Super League clubs are to take action to reduce the numbers of overseas players in the competition. A meeting of clubs last week approved the principle of a self-imposed limit and measures could be introduced as early as next month.

Under the proposals, the quota would be gradually reduced over the next few years. Crucially, this would apply to players with EU passports and players who come under the Kolpak ruling who are currently unrestricted and have come to Britain in large numbers.

"There has been a long-standing objective to encourage the production of more players qualified to play for Great Britain and these proposals are similar to those being pursued by Uefa," the Rugby Football League's chief operating officer, Nigel Wood, said.

"All the Super League clubs were absolutely supportive of the principle, to the point where the adoption of the rules might take place at the next meeting in March, rather than waiting for the annual regulatory meeting in June."

The move is a response to what is perceived as the biggest problem in the British game - the way that clubs often field a majority of overseas players.

Great Britain's failure in the past two Tri-Nations tournaments has concentrated minds with the departing national team coach, Brian Noble, making the point that he has been forced to select from too shallow a pool of talent, particularly in key decision-making positions.
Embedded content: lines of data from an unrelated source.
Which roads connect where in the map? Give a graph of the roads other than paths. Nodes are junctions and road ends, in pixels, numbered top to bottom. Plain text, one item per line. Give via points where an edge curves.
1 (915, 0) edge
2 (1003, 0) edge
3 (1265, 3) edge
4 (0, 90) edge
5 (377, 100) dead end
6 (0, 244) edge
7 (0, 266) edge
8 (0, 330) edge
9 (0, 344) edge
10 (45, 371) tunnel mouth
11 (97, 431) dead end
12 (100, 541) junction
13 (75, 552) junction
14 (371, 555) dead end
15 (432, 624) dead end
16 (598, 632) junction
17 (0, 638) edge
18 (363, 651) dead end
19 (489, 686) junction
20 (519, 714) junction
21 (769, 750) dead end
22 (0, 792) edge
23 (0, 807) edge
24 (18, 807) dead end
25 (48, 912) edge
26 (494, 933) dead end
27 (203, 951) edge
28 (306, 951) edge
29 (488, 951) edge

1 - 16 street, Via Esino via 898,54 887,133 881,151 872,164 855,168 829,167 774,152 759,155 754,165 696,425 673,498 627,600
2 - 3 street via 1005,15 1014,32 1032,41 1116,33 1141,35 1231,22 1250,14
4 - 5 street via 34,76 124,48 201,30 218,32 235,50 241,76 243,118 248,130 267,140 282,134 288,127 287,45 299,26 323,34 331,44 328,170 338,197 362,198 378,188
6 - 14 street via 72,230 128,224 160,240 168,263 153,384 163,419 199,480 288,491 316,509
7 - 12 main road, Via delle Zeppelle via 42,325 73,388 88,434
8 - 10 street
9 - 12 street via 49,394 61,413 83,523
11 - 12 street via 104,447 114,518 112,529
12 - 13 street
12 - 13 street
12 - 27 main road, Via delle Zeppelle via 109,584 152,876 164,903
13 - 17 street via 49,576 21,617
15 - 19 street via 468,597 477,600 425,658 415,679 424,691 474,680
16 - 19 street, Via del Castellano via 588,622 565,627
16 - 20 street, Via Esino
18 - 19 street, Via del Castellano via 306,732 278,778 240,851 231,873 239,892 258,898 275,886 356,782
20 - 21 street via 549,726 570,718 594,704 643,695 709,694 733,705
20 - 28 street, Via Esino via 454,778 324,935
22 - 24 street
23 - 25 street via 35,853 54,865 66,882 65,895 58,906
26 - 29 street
Although this change will be welcomed, it will not make an immediate diff-erence because of the numbers of players - particularly Pacific islanders - who are under contract for this season and beyond. Nor is it intended to discourage the arrival of world-class players such as Leeds' new New Zealand full-back, Brent Webb. The RFL also wants to introduce measures to encourage clubs to produce more of their own players.

Under the new proposals, 20 per cent of clubs' first-team squad will have to have come through their own Academy systems. Players still in the Academy would not count on clubs' salary caps, thus effectively rewarding them for growing their own talent.

As the salary cap becomes more pliable in that respect it will be more strictly patrolled during the season to which it applies.

At the moment, the assessment of whether a club has exceeded its £1.6m limit cannot be carried out until the season is over. Bradford and Wigan had two competition points deducted last season for salary cap breaches in 2005 and it could be midway through this season before clubs know if they face deductions this time for breaches committed last year.

Under the proposals, Britain will follow the model of Australia's National Rugby League by policing clubs' spending during the season and imposing any punishments immediately. Wood said the change would mean that the cap would prevent overspending, rather than merely punishing it.

The theory is that, combined with a drastic reduction in overseas players, the new salary-cap culture will make clubs run their businesses more prudently.